Check every line of the data below for the word "where". Copy the ones that have it.

------------------------------------

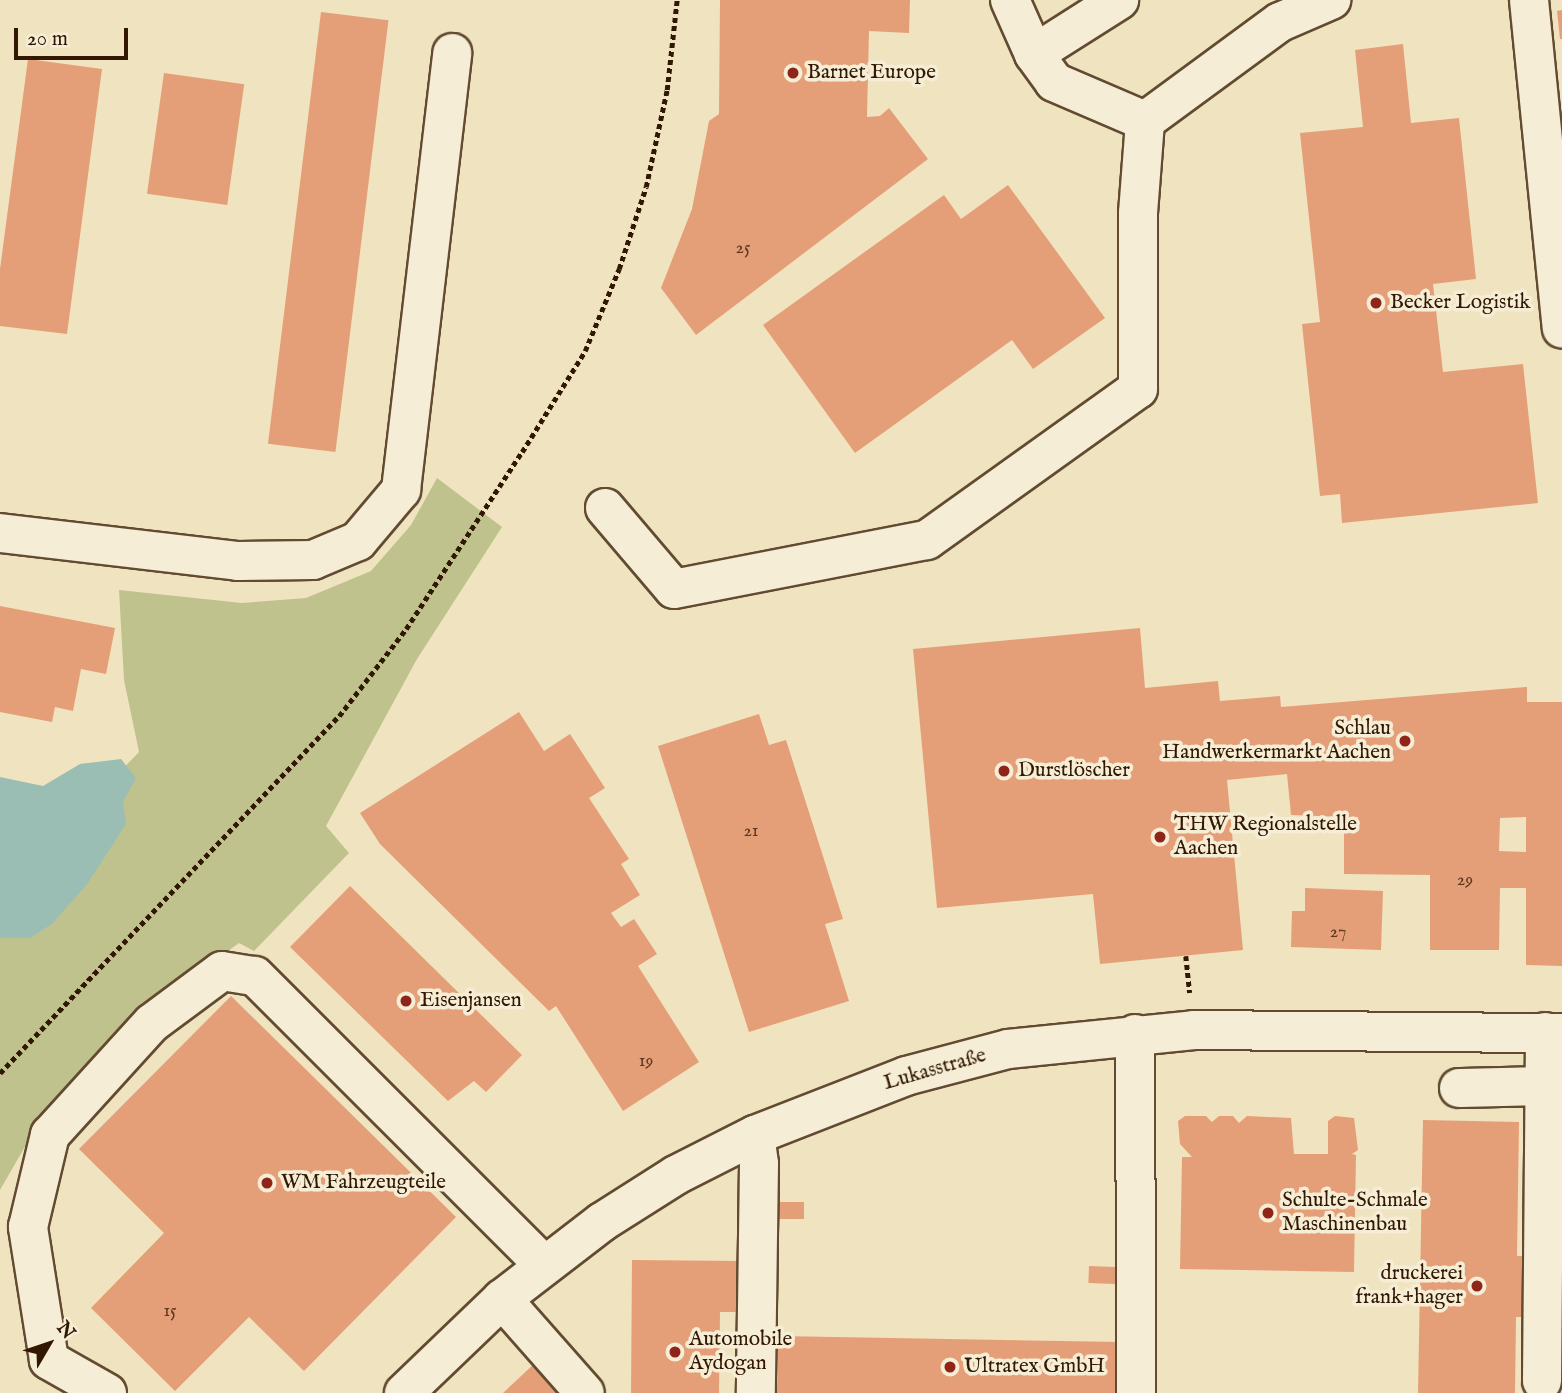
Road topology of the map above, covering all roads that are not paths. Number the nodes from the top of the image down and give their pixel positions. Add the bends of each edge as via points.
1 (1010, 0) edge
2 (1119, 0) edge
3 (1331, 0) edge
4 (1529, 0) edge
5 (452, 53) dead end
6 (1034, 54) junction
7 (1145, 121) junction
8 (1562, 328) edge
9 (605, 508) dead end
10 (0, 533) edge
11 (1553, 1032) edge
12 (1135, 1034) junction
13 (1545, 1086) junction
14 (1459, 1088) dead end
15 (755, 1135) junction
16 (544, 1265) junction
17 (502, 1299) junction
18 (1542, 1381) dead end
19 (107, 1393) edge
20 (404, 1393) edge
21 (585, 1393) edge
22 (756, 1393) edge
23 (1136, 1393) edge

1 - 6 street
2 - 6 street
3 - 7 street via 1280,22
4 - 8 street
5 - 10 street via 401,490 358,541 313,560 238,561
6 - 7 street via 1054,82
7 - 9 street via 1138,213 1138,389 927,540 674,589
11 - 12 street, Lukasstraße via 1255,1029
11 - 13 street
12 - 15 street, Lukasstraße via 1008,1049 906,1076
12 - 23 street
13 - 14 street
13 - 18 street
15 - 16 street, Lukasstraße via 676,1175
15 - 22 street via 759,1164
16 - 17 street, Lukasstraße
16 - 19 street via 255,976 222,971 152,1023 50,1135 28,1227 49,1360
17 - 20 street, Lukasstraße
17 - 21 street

------------------------------------

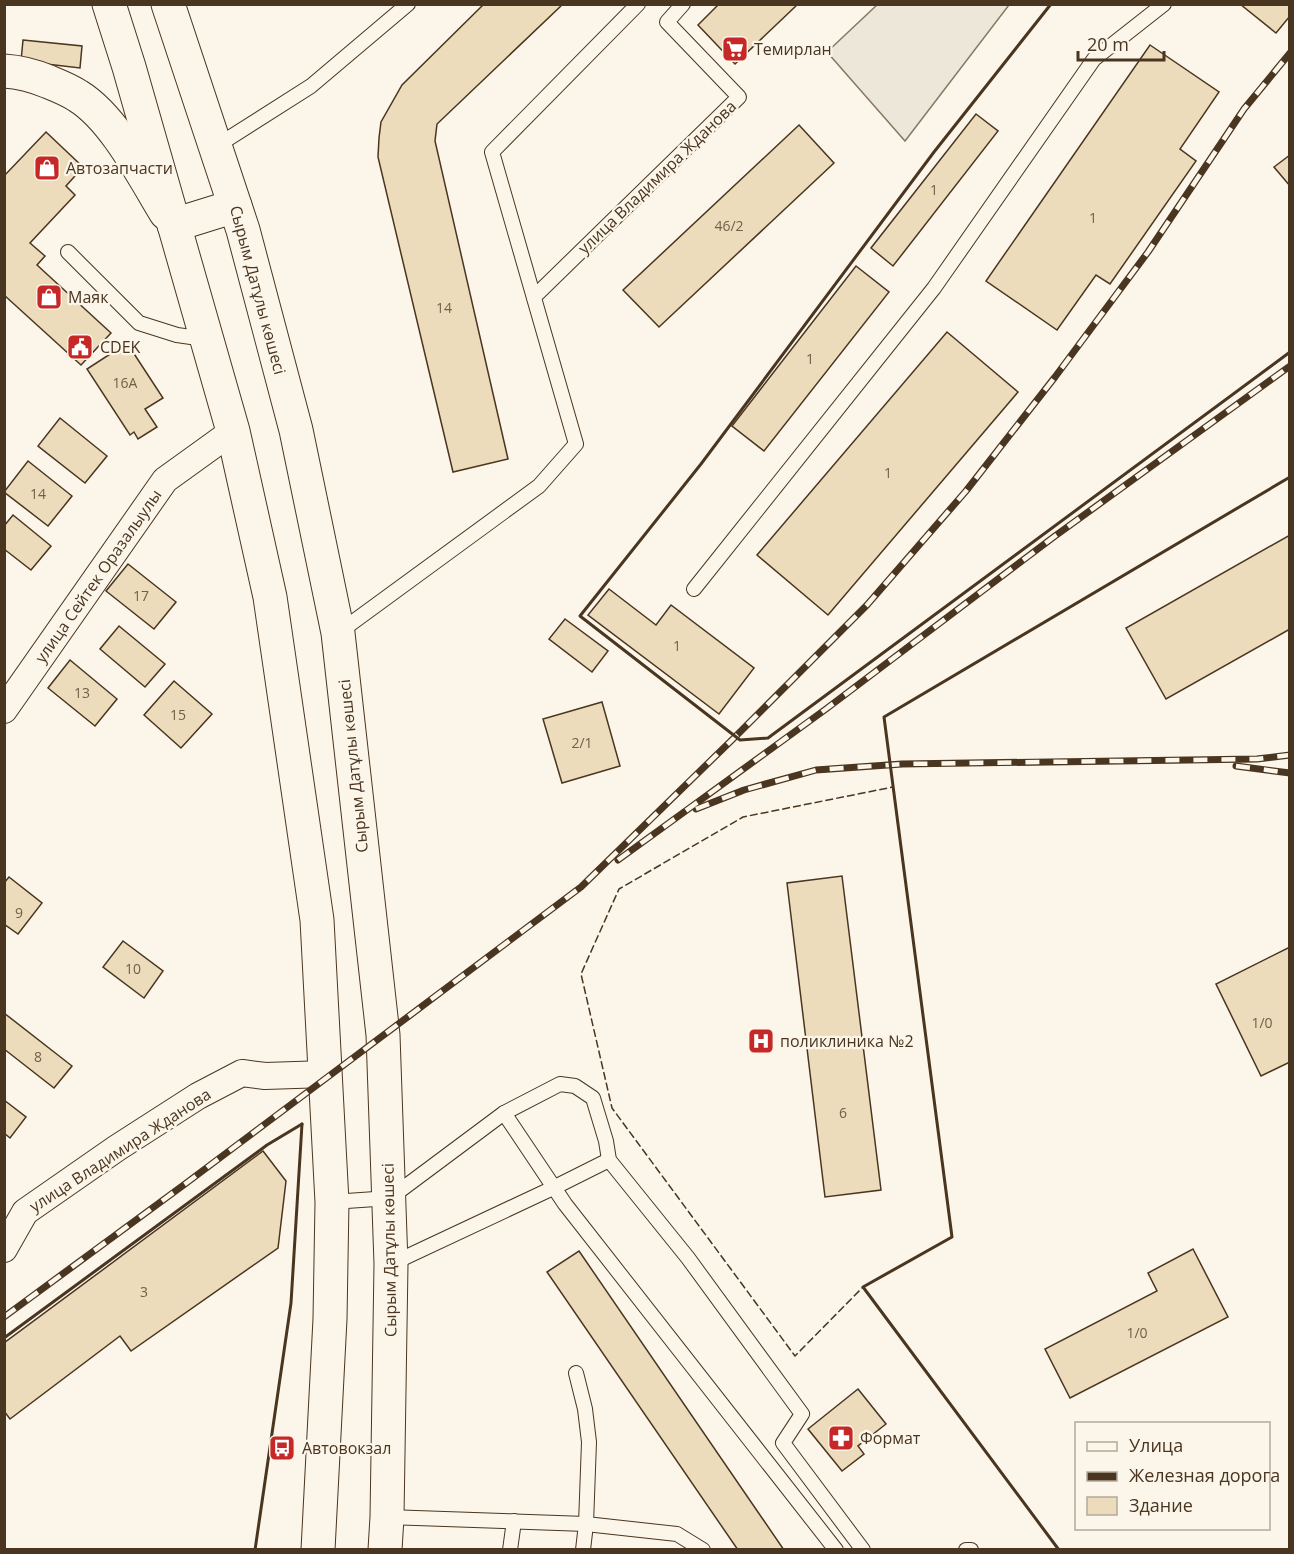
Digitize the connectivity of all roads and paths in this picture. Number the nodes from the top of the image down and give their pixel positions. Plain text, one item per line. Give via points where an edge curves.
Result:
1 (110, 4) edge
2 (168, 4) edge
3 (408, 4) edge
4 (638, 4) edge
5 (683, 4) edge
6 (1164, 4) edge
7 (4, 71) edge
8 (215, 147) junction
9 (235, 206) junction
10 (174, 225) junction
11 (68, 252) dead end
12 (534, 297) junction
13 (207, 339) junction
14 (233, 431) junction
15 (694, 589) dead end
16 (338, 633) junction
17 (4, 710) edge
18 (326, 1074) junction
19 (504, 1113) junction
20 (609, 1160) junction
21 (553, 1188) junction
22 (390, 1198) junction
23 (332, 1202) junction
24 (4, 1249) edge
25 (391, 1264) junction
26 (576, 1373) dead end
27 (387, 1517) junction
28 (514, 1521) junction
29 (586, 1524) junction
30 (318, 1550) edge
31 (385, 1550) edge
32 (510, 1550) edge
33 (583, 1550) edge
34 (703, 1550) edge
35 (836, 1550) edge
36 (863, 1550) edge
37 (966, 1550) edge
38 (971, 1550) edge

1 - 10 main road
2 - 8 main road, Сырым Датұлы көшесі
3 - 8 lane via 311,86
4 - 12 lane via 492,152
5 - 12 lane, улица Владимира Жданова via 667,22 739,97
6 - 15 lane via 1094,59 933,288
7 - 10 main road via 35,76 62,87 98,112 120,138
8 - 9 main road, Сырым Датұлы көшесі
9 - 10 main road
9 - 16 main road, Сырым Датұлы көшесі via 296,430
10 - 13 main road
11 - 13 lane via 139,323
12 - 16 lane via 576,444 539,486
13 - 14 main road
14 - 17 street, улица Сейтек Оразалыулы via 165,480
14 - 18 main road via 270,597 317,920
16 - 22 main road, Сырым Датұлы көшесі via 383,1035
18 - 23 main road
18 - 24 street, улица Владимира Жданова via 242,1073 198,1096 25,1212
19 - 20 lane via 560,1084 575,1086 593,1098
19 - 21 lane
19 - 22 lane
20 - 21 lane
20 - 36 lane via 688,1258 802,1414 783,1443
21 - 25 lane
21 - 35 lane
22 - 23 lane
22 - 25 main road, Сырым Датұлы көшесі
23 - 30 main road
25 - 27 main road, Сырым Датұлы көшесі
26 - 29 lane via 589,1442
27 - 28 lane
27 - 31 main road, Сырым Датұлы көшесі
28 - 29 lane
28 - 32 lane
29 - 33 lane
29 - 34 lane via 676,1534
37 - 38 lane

------------------------------------

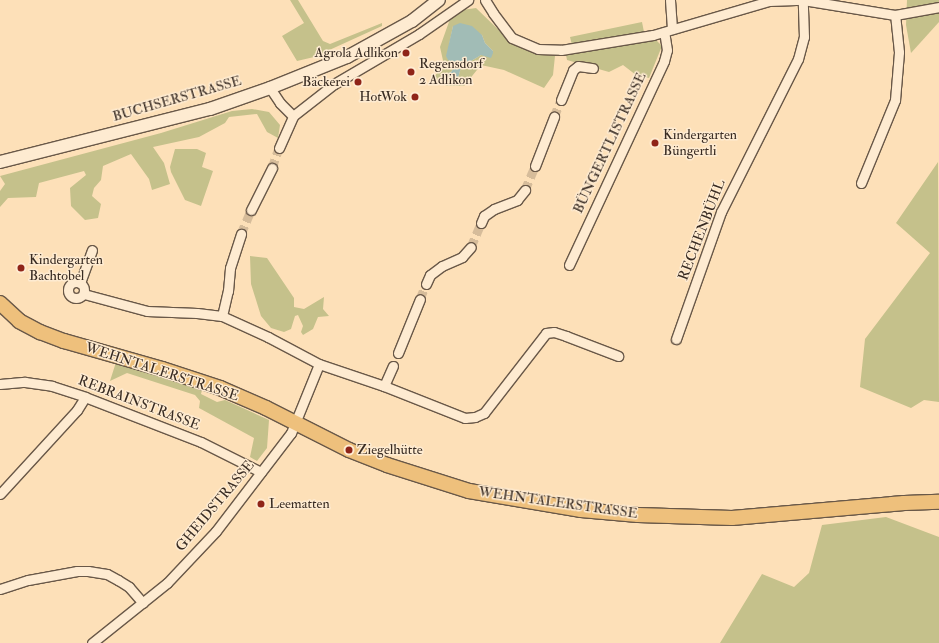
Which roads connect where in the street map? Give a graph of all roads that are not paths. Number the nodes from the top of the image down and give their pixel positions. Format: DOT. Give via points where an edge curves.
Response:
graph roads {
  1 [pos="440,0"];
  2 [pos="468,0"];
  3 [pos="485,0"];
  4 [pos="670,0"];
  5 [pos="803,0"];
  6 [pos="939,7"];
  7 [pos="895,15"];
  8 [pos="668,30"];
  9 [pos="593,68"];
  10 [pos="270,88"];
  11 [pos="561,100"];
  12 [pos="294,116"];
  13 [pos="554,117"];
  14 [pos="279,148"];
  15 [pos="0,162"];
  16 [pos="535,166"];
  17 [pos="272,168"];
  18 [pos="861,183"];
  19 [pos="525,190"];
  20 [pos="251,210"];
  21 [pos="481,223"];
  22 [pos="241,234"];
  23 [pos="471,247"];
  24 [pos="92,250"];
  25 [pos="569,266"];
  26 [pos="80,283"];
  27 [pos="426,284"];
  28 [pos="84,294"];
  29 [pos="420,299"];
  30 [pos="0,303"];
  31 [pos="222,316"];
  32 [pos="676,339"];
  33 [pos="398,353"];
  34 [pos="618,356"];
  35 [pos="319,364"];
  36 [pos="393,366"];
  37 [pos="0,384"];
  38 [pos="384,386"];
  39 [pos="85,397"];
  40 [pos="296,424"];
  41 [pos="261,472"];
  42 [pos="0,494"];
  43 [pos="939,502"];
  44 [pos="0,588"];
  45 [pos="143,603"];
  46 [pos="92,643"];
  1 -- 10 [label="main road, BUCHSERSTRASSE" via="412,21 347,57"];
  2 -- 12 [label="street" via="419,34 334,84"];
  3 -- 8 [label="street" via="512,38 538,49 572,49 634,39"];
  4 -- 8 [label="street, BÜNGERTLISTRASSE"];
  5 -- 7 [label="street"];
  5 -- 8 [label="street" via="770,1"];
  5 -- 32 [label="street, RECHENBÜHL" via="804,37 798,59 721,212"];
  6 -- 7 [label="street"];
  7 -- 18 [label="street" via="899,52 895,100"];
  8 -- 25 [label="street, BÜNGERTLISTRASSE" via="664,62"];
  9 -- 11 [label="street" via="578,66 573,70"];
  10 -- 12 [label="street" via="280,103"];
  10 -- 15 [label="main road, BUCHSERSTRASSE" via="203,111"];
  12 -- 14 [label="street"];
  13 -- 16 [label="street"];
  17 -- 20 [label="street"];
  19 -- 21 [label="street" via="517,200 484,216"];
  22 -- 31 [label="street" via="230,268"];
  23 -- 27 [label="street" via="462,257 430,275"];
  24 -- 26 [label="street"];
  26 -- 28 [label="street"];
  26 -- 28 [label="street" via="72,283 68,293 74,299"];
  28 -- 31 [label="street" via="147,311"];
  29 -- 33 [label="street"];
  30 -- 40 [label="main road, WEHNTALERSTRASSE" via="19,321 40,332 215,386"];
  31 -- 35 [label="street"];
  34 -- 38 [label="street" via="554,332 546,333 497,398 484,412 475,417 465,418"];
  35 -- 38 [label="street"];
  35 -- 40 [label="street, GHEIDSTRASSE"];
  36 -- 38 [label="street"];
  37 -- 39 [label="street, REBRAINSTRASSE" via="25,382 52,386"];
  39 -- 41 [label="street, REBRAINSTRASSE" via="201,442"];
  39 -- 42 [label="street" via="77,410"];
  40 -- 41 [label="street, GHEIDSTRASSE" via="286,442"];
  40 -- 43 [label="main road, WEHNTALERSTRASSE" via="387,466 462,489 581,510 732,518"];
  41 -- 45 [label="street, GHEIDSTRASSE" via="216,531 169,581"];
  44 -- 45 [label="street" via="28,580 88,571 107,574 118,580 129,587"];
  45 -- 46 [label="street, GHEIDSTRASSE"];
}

------------------------------------

* _EXERCISE OUTPUT_:
Digitize the connectivity of all roads and paths in this picture. Number the nodes from the top of the image down and give their pixel positions. Plain text, one item per line. Give via points where an edge curves.
Which roads connect where in the street map? Give a graph of all roads that are not paths. Number the nodes from the top of the image down and give their pixel positions. Format: DOT. Give via points where an edge curves.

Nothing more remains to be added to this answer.